> Extracted records
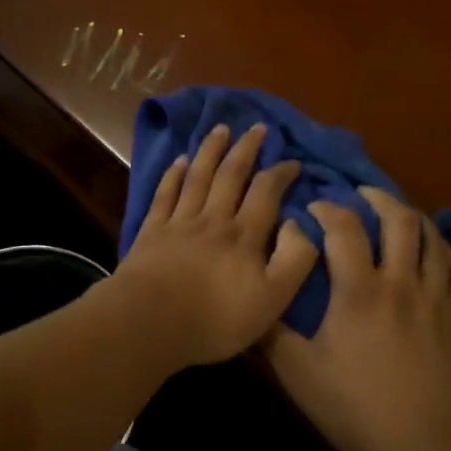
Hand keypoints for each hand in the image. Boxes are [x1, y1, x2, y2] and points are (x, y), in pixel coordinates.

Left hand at [110, 123, 318, 369]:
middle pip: (231, 175)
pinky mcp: (152, 231)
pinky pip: (165, 194)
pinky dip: (173, 174)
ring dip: (211, 150)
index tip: (293, 161)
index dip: (281, 173)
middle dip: (246, 149)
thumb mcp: (273, 299)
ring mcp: (180, 222)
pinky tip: (179, 160)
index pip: (266, 193)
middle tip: (257, 127)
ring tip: (220, 129)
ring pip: (199, 177)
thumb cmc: (215, 319)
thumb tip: (300, 223)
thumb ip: (294, 259)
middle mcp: (214, 219)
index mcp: (244, 235)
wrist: (150, 323)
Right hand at [264, 186, 450, 450]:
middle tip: (362, 195)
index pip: (344, 227)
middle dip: (378, 198)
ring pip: (431, 237)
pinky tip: (431, 246)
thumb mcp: (299, 373)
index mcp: (359, 291)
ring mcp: (435, 297)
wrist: (423, 449)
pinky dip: (441, 246)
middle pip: (398, 219)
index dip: (328, 208)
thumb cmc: (355, 409)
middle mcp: (400, 282)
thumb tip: (257, 293)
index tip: (315, 207)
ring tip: (397, 212)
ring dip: (412, 216)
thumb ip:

> Work instruction
Consider the entries above and return each line with the string "hand".

> Output of the task
Hand keypoints for each hand in the image. Boxes are [x1, y1, x2, y2] and points are (x, y), in pixel coordinates.
Left hand at [110, 123, 318, 369]:
Right hand at [264, 186, 450, 450]:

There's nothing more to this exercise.